• **Data records**:
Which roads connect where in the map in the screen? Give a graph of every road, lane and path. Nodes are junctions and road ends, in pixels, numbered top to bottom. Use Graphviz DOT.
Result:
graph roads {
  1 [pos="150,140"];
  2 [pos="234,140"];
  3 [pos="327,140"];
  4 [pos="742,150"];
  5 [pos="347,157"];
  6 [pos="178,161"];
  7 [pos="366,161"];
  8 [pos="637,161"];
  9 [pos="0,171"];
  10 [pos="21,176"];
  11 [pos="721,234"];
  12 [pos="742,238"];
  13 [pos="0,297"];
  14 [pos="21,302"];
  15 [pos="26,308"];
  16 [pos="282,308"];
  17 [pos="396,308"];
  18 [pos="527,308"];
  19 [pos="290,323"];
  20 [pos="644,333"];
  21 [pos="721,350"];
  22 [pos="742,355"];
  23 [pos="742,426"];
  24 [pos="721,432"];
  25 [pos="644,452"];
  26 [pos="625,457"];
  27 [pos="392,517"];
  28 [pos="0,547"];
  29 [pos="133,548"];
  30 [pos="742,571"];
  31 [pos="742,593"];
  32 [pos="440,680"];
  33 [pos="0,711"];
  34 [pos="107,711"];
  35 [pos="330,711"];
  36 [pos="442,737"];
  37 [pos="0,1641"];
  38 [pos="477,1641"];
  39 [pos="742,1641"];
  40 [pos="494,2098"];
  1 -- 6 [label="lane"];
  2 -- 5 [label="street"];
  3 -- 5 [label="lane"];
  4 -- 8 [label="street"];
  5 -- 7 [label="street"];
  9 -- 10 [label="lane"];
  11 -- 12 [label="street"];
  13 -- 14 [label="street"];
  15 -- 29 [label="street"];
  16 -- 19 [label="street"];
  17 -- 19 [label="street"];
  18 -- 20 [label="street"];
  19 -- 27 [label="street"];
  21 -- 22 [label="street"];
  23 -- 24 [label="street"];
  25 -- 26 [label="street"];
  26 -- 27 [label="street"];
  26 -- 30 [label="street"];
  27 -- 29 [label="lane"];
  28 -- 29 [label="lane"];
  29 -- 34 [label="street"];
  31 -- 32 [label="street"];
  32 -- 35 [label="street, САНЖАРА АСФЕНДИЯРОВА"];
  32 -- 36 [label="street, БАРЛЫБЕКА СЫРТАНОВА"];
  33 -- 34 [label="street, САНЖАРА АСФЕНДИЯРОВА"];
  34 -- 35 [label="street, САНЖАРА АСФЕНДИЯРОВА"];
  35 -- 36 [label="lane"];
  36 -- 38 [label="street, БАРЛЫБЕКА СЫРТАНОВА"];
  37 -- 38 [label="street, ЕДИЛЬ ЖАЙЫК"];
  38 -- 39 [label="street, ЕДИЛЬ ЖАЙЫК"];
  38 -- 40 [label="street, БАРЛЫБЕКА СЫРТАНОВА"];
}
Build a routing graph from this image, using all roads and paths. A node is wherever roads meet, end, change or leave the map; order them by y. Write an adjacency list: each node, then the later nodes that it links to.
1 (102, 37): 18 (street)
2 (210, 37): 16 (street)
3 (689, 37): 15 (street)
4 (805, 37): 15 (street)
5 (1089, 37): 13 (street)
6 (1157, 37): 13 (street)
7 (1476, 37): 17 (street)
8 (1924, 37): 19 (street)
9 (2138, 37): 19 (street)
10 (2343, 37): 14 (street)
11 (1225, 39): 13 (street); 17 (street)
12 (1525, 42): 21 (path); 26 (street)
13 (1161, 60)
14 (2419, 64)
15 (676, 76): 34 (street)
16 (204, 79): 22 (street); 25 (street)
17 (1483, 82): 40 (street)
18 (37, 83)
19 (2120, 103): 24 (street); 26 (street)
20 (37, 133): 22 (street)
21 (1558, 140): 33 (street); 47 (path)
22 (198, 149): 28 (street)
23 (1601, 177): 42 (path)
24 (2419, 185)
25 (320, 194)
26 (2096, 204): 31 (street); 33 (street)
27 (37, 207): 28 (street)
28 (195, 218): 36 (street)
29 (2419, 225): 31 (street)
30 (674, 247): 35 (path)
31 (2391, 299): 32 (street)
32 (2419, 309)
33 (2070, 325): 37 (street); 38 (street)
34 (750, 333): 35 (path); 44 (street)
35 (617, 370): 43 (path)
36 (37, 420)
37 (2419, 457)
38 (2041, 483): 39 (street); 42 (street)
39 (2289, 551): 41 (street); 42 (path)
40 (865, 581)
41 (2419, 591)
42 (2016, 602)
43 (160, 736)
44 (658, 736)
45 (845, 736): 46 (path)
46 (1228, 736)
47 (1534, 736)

• **Task to complete**:
From the listing above, return every line that contains the word "roads".

• **Finished task**:
Which roads connect where in the map in the screen? Give a graph of every road, lane and path. Nodes are junctions and road ends, in pixels, numbered top to bottom. Use Graphviz DOT.
graph roads {
Build a routing graph from this image, using all roads and paths. A node is wherever roads meet, end, change or leave the map; order them by y. Write an adjacency list: each node, then the later nodes that it links to.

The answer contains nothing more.